New Zealand supermarkets, I regret to say, are not in the same league. Sometimes I wonder if they're even playing the same sport.
The "pure squeezed" juice we encounter here, in our weekly shopping, is from two suppliers: McCoy's, a French-owned brand that basically sells soft drinks and reconstituted juice, with "squeezed" juice added to the product line pretty much as an afterthought; and Charlie's [warning: website will screw with your browser window and, if you're not careful, play offensive music at you], a brand whose idea of "honest squeezed orange juice" includes pasteurisation and "added Vitamin C".

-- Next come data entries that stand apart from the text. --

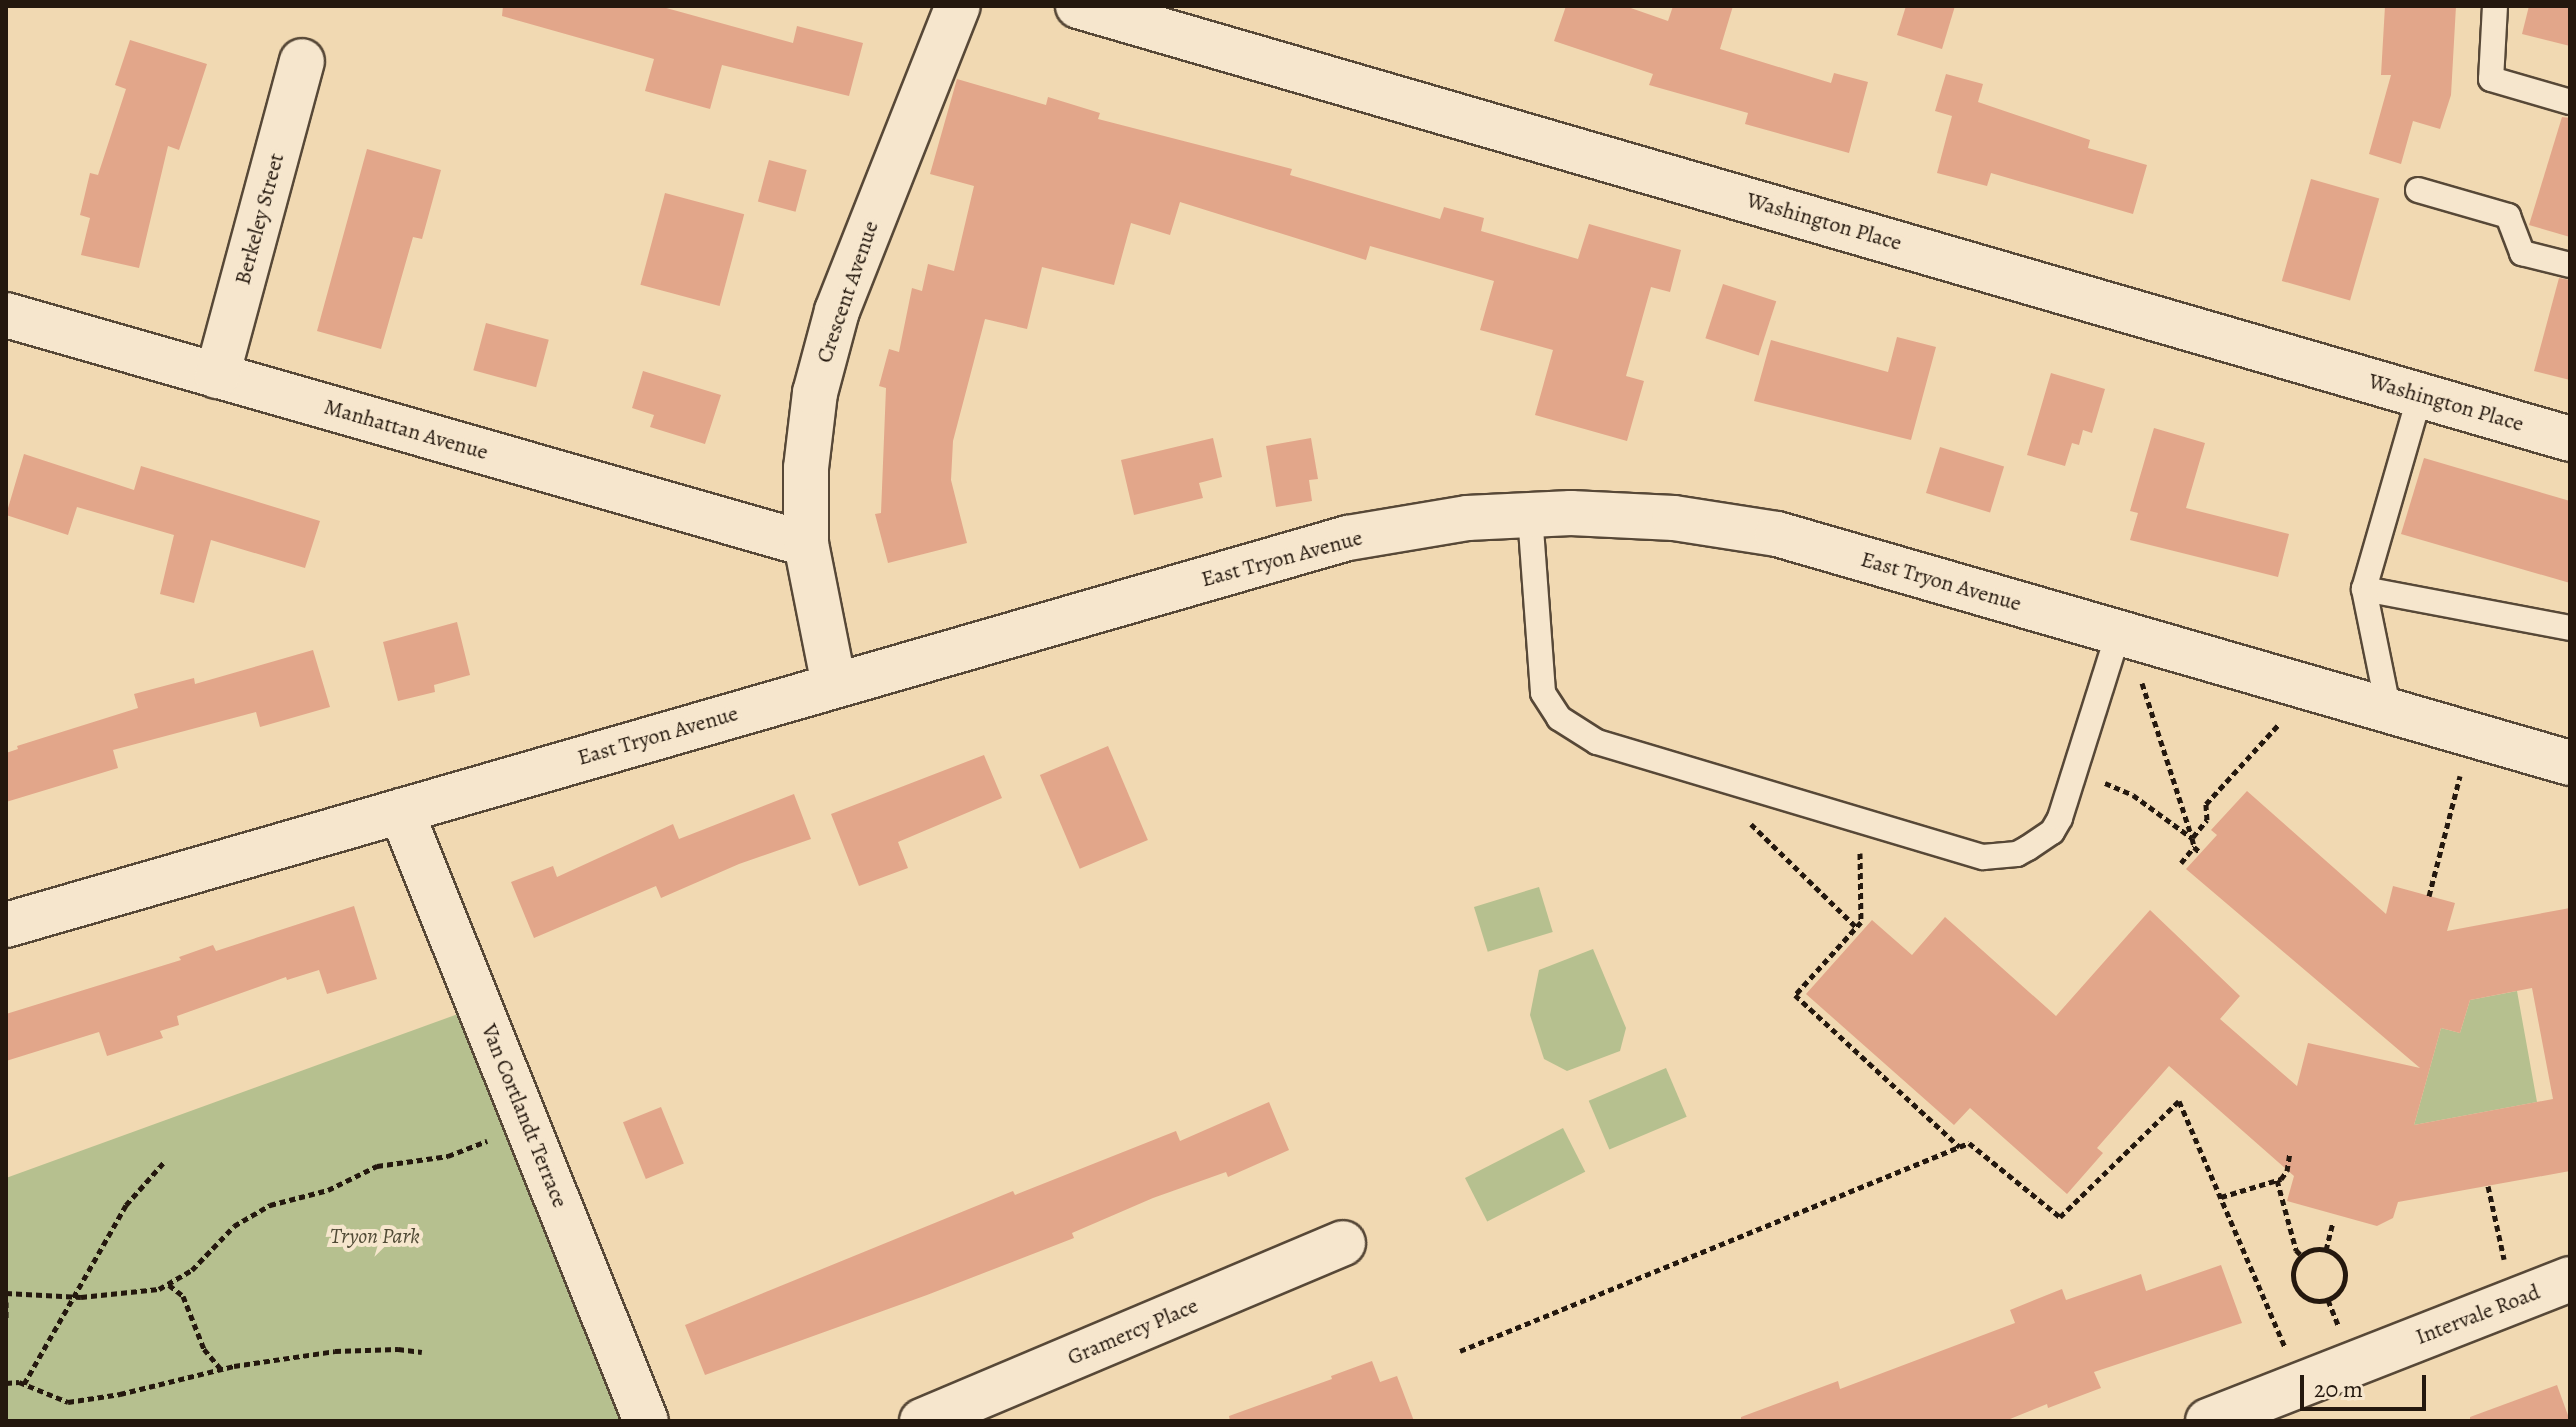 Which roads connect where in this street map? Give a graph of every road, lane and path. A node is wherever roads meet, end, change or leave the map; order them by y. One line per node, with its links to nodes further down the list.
1 (958, 6): 13 (street, Crescent Avenue)
2 (1078, 6): 10 (street, Washington Place)
3 (2495, 6): 5 (lane)
4 (302, 61): 9 (street, Berkeley Street)
5 (2570, 102)
6 (2418, 190): 7 (lane)
7 (2570, 265)
8 (6, 315): 9 (street, Manhattan Avenue)
9 (217, 376): 13 (street, Manhattan Avenue)
10 (2420, 395): 11 (street, Washington Place); 14 (lane)
11 (2570, 439)
12 (1530, 515): 16 (street, East Tryon Avenue); 17 (street, East Tryon Avenue); 25 (lane)
13 (806, 544): 17 (street, Crescent Avenue)
14 (2364, 589): 15 (lane); 19 (lane)
15 (2570, 628)
16 (2122, 635): 18 (street, East Tryon Avenue); 22 (lane); 26 (path)
17 (834, 685): 23 (street, East Tryon Avenue)
18 (2310, 689): 19 (street, East Tryon Avenue); 26 (path)
19 (2389, 712): 20 (street, East Tryon Avenue)
20 (2470, 736): 21 (street, East Tryon Avenue); 30 (path)
21 (2570, 763)
22 (2075, 770): 25 (lane); 26 (path)
23 (401, 811): 31 (street, East Tryon Avenue); 33 (street, Van Cortlandt Terrace)
24 (1742, 816): 32 (path)
25 (1860, 820): 32 (path)
26 (2192, 838): 27 (path)
27 (2194, 847): 28 (path); 29 (path)
28 (2201, 853)
29 (2181, 863)
30 (2429, 896)
31 (6, 925)
32 (1856, 927): 34 (path)
33 (528, 1125): 45 (path); 57 (street, Van Cortlandt Terrace)
34 (1960, 1147): 39 (path); 51 (path)
35 (2290, 1152): 37 (path)
36 (164, 1162): 47 (path)
37 (2277, 1180): 39 (path); 43 (path)
38 (2488, 1186): 48 (path)
39 (2221, 1197): 56 (path)
40 (2333, 1222): 42 (path)
41 (1343, 1243): 58 (street, Gramercy Place)
42 (2326, 1250): 43 (path); 43 (path)
43 (2302, 1256)
44 (2570, 1279): 48 (street, Intervale Road)
45 (169, 1285): 47 (path); 53 (path)
46 (6, 1293): 47 (path)
47 (72, 1297): 55 (path)
48 (2514, 1301): 56 (street, Intervale Road)
49 (6, 1302): 50 (path)
50 (6, 1318)
51 (1460, 1351)
52 (422, 1352): 53 (path)
53 (220, 1369): 55 (path)
54 (6, 1383): 55 (path)
55 (24, 1384)
56 (2301, 1384): 59 (street, Intervale Road)
57 (646, 1421)
58 (922, 1421)
59 (2208, 1421) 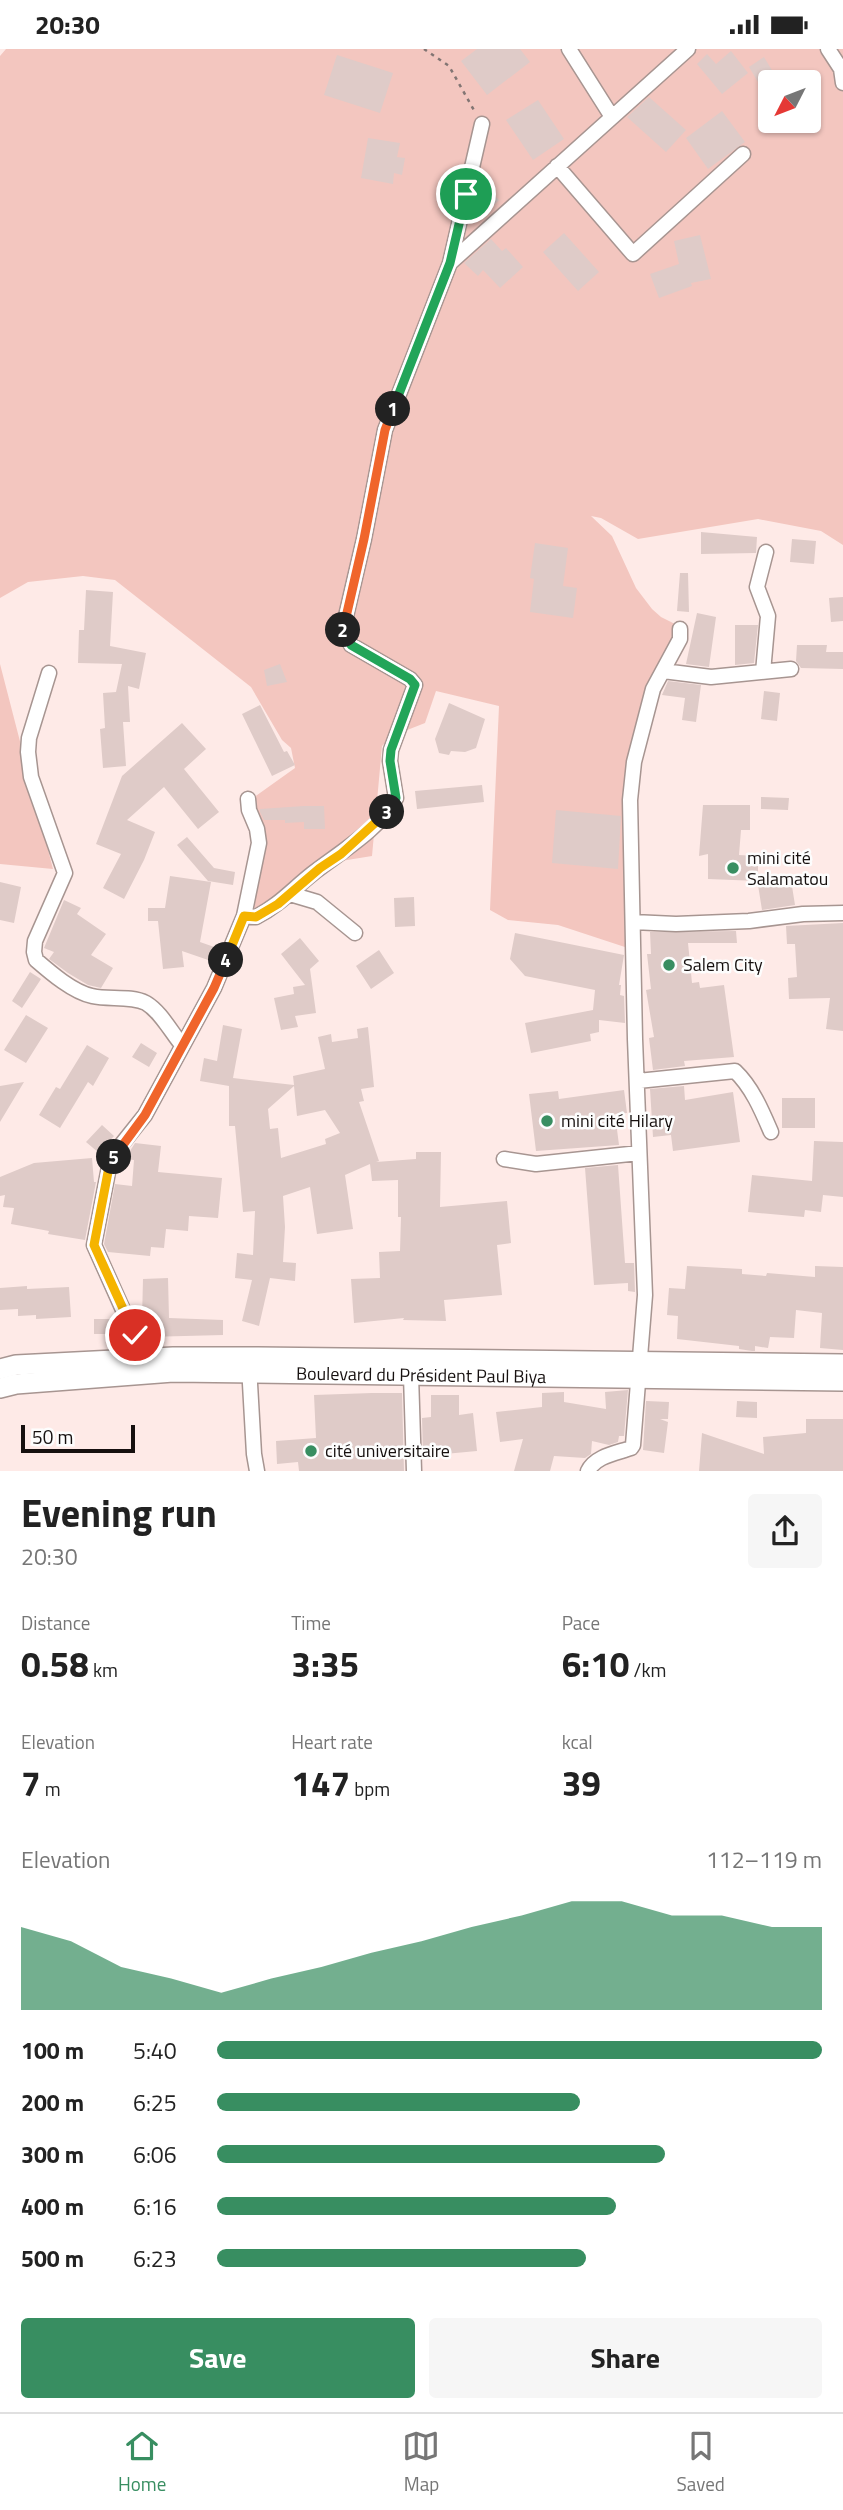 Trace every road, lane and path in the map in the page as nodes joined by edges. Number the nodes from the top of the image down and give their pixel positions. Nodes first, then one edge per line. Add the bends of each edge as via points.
1 (425, 49) edge
2 (569, 49) edge
3 (688, 49) edge
4 (828, 49) edge
5 (843, 83) edge
6 (612, 117) junction
7 (482, 124) joint
8 (743, 154) dead end
9 (557, 166) junction
10 (450, 263) junction
11 (766, 552) dead end
12 (680, 629) dead end
13 (791, 669) dead end
14 (663, 671) junction
15 (764, 672) junction
16 (49, 673) dead end
17 (248, 799) dead end
18 (290, 894) junction
19 (843, 913) edge
20 (244, 916) junction
21 (633, 922) junction
22 (355, 933) dead end
23 (181, 1045) junction
24 (638, 1081) junction
25 (771, 1132) dead end
26 (639, 1153) junction
27 (505, 1159) dead end
28 (145, 1359) junction
29 (843, 1364) edge
30 (249, 1365) junction
31 (0, 1369) edge
32 (640, 1370) junction
33 (411, 1375) junction
34 (843, 1381) edge
35 (0, 1388) edge
36 (257, 1471) edge
37 (414, 1471) edge
38 (588, 1471) edge

1 - 7 path via 449,66
2 - 6 street
3 - 6 street
4 - 5 street via 841,69
6 - 9 street
7 - 10 street
8 - 9 street via 633,254
9 - 10 street
10 - 18 street via 385,430 343,629 351,645 415,685 391,750 396,798 351,845
11 - 15 street via 757,587 768,616
12 - 14 street via 680,639
13 - 15 street
14 - 15 street via 702,677
14 - 21 street via 653,689 634,762 629,837
16 - 23 street via 28,753 31,777 65,873 33,952 36,960 81,992 145,1002
17 - 20 street via 259,843
18 - 20 street via 256,917
18 - 22 street via 317,902
19 - 21 street via 803,913 749,922
20 - 23 street via 214,988
21 - 24 street
23 - 28 street via 145,1115 109,1167 94,1245
24 - 25 street via 735,1071
24 - 26 street
26 - 27 street via 536,1164
26 - 32 street via 645,1295
28 - 30 main road, Boulevard du Président Paul Biya
28 - 31 main road, Boulevard du Président Paul Biya
29 - 32 main road, Boulevard du Président Paul Biya
30 - 32 main road, Boulevard du Président Paul Biya
30 - 33 main road, Boulevard du Président Paul Biya
30 - 35 main road, Boulevard du Président Paul Biya
30 - 36 street
32 - 33 main road, Boulevard du Président Paul Biya
32 - 34 main road, Boulevard du Président Paul Biya
32 - 38 street via 633,1445 598,1460
33 - 37 street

Both of these products are a feeble, whispering shadow of the drink I've been hankering for. Compared with the mulish kick of Tesco's or Sainsbury's own brands, they're about as stimulating as a prod with a dry sponge.
So imagine my unbridled joy when, a couple of weeks ago now, I discovered a new brand on the shelves of New World. A brand whose "Best Before" date, instead of months ahead, was less than ten days away. We instantly bought three litres of the stuff.
And imagine my dismay when I read, last weekend, that it's a "limited edition", only available for twelve weeks. Which, by my reckoning, should end in late April.
The best I can hope for is that it'll be such a smash hit, others will see the market niche and move whatever parts of heaven and earth are necessary to fill it. I've been doing my part, putting it away faster than a Pennsylvanian judge. Come May, we'll see if it's been enough.